Recorded information section start

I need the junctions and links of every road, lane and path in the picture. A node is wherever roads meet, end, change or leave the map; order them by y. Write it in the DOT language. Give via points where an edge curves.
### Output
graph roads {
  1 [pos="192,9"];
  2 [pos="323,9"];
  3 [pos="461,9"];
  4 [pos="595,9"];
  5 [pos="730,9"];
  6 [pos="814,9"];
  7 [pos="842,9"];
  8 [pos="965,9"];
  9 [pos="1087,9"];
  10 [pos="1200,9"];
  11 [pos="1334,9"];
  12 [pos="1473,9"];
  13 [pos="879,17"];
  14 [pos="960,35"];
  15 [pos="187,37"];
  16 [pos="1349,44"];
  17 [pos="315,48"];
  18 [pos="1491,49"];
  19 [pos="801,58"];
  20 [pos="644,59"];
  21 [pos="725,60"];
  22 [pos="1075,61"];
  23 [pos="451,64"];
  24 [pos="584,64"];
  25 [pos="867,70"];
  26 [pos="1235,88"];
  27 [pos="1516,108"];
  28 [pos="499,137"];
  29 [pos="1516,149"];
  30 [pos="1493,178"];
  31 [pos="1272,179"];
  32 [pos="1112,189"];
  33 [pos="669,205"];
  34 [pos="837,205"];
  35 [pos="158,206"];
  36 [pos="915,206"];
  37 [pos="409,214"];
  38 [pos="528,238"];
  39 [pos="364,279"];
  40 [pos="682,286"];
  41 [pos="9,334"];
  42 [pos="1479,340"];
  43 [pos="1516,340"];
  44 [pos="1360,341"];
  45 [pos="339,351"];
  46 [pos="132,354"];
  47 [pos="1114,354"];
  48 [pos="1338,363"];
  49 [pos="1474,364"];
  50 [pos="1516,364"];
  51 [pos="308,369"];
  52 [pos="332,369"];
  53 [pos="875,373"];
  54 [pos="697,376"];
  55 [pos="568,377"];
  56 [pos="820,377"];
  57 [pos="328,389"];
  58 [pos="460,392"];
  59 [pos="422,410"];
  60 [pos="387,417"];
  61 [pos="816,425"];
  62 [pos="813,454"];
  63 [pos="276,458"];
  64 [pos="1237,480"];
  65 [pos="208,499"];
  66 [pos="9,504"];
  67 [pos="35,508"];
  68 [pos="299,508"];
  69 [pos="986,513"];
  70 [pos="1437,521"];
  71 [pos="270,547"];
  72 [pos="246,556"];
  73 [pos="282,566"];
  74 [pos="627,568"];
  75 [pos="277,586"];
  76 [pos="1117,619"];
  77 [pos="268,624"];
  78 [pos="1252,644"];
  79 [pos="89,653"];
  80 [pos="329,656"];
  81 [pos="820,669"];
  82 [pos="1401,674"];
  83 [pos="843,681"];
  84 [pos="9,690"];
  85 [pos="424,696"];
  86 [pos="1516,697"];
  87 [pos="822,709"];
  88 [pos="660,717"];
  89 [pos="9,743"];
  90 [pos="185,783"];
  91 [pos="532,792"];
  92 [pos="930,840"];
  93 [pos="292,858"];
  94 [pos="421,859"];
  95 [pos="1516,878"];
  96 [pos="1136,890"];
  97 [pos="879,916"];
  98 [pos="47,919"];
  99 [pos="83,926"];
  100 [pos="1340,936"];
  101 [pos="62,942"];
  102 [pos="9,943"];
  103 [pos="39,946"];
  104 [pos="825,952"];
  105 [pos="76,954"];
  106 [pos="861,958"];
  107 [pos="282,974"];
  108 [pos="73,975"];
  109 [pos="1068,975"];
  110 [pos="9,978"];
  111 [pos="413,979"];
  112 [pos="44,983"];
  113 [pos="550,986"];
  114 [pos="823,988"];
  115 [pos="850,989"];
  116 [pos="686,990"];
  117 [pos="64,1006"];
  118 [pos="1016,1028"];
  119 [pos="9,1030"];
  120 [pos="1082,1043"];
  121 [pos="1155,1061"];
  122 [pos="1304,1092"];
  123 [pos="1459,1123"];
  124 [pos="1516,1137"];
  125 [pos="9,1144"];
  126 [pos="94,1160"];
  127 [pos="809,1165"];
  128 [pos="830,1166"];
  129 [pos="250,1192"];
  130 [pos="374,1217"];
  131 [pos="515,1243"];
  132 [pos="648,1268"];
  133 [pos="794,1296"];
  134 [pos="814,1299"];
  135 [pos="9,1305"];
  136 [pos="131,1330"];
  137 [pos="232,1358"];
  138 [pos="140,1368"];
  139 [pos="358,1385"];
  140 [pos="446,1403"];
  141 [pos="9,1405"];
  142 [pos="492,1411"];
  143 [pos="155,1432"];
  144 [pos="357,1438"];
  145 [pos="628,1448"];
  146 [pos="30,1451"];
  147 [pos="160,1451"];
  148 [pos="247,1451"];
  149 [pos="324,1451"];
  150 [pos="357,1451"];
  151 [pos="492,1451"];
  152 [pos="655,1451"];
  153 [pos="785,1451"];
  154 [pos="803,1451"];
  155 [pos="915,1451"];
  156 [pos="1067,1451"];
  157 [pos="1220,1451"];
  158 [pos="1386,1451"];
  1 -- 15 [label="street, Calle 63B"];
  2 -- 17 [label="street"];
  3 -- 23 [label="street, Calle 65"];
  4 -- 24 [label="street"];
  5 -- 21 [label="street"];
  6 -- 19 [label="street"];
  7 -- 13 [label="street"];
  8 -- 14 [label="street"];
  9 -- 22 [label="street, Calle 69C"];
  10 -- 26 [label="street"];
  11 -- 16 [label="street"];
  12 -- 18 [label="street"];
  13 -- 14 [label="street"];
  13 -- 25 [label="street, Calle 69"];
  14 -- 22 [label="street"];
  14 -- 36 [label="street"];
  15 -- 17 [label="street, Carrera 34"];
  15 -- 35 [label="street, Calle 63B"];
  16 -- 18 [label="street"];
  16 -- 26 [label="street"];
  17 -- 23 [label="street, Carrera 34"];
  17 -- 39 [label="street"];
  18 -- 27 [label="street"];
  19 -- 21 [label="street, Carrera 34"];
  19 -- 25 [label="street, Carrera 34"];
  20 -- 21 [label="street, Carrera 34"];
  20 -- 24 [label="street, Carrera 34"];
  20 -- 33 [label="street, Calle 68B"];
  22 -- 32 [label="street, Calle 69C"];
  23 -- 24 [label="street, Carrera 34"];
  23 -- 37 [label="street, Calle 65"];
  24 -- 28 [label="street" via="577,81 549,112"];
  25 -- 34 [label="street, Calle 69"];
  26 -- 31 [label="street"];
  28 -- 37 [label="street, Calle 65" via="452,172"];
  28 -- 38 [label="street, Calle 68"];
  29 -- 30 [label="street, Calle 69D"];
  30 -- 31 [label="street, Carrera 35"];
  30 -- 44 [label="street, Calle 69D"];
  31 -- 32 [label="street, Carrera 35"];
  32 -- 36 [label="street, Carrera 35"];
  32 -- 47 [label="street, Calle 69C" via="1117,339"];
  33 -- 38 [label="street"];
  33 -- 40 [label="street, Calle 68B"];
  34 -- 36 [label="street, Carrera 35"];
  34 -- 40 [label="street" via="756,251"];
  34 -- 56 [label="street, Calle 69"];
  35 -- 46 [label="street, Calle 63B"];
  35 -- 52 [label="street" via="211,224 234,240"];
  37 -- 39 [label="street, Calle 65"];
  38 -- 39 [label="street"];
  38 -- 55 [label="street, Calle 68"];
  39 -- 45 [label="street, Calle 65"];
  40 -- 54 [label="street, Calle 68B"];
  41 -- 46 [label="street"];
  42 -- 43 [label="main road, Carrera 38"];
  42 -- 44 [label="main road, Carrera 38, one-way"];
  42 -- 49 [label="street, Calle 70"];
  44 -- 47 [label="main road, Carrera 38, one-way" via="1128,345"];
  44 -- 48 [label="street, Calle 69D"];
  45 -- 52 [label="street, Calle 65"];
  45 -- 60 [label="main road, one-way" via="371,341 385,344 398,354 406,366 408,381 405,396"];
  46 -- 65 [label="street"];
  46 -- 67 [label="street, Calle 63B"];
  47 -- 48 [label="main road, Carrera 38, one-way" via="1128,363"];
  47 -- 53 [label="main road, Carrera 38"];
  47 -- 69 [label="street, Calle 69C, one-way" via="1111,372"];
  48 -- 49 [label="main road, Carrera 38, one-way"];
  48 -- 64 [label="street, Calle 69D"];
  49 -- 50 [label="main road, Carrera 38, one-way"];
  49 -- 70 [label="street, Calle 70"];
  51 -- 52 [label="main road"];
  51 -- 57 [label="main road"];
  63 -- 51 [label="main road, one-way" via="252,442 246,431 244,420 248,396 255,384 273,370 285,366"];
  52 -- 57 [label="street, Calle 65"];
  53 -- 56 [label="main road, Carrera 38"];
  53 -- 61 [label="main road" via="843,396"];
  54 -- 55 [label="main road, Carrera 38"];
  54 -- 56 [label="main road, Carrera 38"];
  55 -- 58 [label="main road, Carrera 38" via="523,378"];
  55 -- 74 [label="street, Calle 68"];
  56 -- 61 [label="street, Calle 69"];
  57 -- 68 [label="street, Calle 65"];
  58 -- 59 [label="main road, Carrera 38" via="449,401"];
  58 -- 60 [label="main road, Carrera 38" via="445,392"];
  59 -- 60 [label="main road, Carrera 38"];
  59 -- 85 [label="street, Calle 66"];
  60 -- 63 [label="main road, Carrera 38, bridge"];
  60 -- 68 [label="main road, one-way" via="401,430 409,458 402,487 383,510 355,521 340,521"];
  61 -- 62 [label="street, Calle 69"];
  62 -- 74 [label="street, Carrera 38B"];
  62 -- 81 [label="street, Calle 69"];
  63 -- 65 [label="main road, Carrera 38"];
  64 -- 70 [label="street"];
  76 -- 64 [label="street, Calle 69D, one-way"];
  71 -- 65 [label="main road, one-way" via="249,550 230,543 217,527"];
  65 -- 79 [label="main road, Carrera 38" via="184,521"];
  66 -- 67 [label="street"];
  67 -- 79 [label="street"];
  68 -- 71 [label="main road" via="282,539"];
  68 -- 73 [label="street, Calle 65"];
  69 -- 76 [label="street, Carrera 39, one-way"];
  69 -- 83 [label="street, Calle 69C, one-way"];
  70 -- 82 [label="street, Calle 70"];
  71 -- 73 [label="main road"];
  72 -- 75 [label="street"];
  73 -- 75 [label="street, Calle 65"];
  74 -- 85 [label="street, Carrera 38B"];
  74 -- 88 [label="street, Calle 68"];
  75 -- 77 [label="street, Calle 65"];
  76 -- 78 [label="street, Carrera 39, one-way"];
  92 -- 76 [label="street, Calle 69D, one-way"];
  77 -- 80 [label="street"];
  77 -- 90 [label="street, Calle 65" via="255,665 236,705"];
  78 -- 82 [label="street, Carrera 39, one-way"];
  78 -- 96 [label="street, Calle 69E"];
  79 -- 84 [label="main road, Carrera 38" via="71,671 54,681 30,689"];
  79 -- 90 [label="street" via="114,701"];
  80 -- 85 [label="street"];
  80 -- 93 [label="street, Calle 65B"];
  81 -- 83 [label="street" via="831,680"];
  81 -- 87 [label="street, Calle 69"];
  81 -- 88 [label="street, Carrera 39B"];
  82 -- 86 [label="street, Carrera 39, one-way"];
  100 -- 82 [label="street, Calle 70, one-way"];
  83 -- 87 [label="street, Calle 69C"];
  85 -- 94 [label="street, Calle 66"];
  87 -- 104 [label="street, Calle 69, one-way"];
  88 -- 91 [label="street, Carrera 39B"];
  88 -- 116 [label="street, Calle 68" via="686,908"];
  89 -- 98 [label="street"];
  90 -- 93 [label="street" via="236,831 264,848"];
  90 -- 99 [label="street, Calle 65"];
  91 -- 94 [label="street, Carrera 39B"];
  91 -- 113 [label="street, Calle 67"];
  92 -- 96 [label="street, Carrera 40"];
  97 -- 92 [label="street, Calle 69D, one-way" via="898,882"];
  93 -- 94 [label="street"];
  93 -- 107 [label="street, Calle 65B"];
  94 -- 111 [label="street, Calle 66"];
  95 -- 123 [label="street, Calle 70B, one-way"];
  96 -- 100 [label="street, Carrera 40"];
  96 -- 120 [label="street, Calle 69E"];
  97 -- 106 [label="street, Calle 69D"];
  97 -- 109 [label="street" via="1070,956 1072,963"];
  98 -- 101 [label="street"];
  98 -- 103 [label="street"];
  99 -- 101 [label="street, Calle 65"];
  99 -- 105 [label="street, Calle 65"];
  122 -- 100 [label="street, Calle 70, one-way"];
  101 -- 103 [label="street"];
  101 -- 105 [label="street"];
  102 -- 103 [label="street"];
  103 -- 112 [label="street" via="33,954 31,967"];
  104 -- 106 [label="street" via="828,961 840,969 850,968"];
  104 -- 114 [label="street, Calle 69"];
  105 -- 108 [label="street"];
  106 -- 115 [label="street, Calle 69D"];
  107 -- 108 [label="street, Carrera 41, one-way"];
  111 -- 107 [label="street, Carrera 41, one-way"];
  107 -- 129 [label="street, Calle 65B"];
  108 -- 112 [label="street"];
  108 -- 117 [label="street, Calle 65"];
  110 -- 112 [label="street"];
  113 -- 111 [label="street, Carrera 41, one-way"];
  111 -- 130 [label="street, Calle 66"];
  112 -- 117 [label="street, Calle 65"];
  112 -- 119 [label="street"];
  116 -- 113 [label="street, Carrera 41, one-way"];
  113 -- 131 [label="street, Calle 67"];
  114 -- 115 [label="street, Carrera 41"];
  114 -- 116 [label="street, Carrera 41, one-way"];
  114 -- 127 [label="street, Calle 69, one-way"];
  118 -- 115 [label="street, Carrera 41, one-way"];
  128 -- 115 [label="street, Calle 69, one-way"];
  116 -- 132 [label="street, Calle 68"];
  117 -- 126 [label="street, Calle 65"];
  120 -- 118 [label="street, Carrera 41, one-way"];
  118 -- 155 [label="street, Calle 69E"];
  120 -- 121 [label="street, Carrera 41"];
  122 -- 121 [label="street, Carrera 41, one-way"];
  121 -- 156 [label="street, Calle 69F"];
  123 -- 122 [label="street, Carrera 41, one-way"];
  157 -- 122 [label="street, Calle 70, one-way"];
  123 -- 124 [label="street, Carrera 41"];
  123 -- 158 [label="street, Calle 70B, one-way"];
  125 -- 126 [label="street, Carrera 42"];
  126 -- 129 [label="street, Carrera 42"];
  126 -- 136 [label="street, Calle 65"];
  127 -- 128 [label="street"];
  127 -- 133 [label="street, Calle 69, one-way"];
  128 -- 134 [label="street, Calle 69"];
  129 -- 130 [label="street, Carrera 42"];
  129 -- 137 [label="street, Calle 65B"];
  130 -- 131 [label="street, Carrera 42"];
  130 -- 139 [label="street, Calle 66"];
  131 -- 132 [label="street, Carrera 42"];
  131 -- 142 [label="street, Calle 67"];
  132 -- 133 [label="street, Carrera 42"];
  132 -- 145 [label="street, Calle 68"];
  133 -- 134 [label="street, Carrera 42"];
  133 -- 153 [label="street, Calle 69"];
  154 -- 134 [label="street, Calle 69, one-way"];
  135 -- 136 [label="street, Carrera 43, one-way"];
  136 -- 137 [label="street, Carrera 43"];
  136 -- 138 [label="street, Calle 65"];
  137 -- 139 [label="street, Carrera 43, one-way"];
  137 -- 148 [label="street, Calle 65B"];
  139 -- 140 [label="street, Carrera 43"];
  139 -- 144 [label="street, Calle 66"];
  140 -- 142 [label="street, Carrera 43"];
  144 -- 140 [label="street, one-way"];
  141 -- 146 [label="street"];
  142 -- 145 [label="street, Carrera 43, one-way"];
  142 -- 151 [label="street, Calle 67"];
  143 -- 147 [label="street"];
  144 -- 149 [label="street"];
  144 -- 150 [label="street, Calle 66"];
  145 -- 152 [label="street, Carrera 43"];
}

Recorded information section end

Look for the string "roads" in the entries above. Copy every line that has it.

* _Response area_
I need the junctions and links of every road, lane and path in the picture. A node is wherever roads meet, end, change or leave the map; order them by y. Write it in the DOT language. Give via points where an edge curves.
graph roads {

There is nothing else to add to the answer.